HISTORY: How the "free" state of California enslaved Native children

Photo of Kate Camden, a Native girl who at age 10 was forced into servitude for a white family living in Shasta County. Photo is one of few records that exist showing Native children entrapped by California's apprentice and guardianship laws // Credit: Camden Family Portrait, circa 1857-1859 courtesy of Whiskeytown National Recreation Area, WHIS 9066

 Kate Camden family portrait

New Episode of ACLU Gold Chains Podcast Examines Indigenous Child Slavery in 19th century California, Connects to Upcoming U.S. Supreme Court Case Brackeen v. Haaland

How the "free" state of California enslaved Native children

Media Contact: press@aclunc.org, (415) 621-2493

SAN FRANCISCO, CA – California came into the Union as a free state in 1850 with a constitution that banned slavery. So how did white settlers in the mid-19th century get away with enslaving Indigenous children, some of them as young as 2 years old? And why does this little known, terrible chapter of California history matter today?

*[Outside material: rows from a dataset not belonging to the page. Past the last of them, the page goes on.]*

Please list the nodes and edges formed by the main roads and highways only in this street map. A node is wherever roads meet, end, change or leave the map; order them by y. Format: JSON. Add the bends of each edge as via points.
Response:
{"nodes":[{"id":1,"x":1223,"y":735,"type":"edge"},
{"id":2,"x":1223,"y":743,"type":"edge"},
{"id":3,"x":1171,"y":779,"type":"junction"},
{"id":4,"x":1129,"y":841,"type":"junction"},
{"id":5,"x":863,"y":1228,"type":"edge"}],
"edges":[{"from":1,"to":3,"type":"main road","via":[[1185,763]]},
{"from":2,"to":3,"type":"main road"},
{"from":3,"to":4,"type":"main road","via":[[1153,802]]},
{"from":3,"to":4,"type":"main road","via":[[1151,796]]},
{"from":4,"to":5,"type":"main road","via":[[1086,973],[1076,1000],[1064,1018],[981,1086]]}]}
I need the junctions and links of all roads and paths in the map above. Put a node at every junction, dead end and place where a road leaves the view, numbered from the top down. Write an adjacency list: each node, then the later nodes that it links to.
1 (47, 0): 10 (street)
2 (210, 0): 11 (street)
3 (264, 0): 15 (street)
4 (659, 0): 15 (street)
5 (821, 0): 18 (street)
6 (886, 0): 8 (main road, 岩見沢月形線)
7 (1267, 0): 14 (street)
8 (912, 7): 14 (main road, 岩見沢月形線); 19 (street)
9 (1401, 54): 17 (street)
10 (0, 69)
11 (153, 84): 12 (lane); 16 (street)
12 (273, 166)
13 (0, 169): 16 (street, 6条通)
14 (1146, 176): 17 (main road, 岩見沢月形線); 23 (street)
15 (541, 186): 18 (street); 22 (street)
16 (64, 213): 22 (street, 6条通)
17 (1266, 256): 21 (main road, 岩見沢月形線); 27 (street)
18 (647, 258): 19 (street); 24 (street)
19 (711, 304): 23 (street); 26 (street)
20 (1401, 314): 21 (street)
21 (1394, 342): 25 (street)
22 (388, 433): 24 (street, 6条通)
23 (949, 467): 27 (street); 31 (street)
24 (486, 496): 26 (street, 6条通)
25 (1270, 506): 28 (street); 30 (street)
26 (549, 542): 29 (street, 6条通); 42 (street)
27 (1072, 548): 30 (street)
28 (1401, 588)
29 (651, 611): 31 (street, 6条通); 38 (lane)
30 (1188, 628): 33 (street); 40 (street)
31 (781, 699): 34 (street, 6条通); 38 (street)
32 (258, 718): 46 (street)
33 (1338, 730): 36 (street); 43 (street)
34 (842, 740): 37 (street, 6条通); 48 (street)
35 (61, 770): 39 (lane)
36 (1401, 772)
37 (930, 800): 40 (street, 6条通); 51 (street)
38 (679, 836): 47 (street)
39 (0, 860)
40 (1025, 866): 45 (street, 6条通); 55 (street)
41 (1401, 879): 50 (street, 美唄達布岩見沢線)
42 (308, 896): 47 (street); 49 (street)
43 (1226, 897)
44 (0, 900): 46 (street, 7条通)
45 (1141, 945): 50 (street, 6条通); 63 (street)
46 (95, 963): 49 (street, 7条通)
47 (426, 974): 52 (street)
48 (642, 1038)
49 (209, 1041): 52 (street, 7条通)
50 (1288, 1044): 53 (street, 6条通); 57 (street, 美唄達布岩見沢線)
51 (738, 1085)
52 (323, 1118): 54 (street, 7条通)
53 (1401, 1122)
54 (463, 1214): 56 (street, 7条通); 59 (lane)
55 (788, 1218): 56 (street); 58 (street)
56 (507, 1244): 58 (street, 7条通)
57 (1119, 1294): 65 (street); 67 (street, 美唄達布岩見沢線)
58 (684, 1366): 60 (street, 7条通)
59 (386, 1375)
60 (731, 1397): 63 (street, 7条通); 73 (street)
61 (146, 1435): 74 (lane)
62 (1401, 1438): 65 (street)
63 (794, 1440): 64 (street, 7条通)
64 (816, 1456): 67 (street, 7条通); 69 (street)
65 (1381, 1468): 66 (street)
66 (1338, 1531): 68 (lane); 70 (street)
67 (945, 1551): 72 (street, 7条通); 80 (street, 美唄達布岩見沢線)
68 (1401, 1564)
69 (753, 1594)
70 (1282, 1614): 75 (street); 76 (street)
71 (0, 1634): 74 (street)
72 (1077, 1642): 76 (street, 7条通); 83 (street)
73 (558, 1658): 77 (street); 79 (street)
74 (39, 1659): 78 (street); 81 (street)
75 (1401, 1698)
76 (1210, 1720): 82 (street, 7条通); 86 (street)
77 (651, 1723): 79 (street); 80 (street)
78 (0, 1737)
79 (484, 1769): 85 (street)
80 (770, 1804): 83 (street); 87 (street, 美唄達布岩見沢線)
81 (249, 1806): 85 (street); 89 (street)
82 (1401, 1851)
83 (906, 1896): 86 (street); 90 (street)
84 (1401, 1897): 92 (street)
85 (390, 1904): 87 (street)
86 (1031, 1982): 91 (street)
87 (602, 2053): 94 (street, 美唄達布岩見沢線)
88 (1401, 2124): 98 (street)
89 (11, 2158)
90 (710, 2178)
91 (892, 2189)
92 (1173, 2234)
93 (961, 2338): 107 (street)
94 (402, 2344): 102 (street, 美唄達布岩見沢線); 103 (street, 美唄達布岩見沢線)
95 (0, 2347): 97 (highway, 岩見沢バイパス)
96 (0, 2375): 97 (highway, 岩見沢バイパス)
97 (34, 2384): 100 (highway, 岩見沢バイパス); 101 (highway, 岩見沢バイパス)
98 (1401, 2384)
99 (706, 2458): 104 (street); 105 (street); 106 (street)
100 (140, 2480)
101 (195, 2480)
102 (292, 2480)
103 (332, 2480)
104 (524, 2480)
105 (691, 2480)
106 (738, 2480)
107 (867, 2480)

Today, the ACLU of Northern California released the third episode of Gold Chains, our podcast about California’s hidden history of slavery. Indigenous Injustice” examines a 19th century state law called the Act for the Government and Protection of Indians that effectively legalized Indigenous child slavery and encouraged kidnappers to snatch Native children from their tribal communities.

“The horror of what happened in California, the genocidal violence against Native people, and especially the enactment of that violence against children, is unfathomable,” said historian Stacey Smith, who appears as a guest on the show.

“Indigenous Injustice” isn’t just ancient history. Over time, the practice of forcibly separating Native children from their tribal communities has taken on many forms. There were the so- called Indian Boarding Schools. A variety of other government-sanctioned adoption schemes have funneled Indigenous children into Non-Native, mostly white households.

Currently, there’s a landmark case scheduled to be heard by the U.S. Supreme Court on Nov. 9 – Brackeen v. Haaland – that deals with the very same issue of the forced removal of Native children from their families, tribes and tribal culture. It threatens to dismantle the Indian Child Welfare Act (ICWA), which was passed to prevent Native children from being removed from their communities.

The American Civil Liberties Union, along with 12 ACLU affiliates ( including the ACLU of Northern California) have filed an amicus brief with the U.S. Supreme Court, urging the court to uphold the constitutionality of the Indian Child Welfare Act.

“Indigenous Injustice” is a timely story that connects the dots between Indigenous child slavery in California to the present.

Link to Episode Website


November 1, 2022

Episode 3:
Indigenous Injustice

California joined the Union as a so-called free state in 1850. So how did white settlers get away with enslaving Native children until they were young adults?

We explore a little-known California state law called the Act for the Government and Protection of Indians that unleashed genocidal violence against Indigenous children. And we connect the dots between that terrible past and a landmark upcoming U.S. Supreme Court case.


Episode Credits:

Produced by the ACLU of Northern California

Host and writer Tammerlin Drummond

Senior Producer and Editor Joanne Jennings

Mix and Original Score Renzo Gorrio

Executive Producer Candice Francis

We’d like to thank our wonderful guides Stacey L Smith, William Bauer and Tedde Simon.

Our associate producers are Lisa P. White and Carmen King.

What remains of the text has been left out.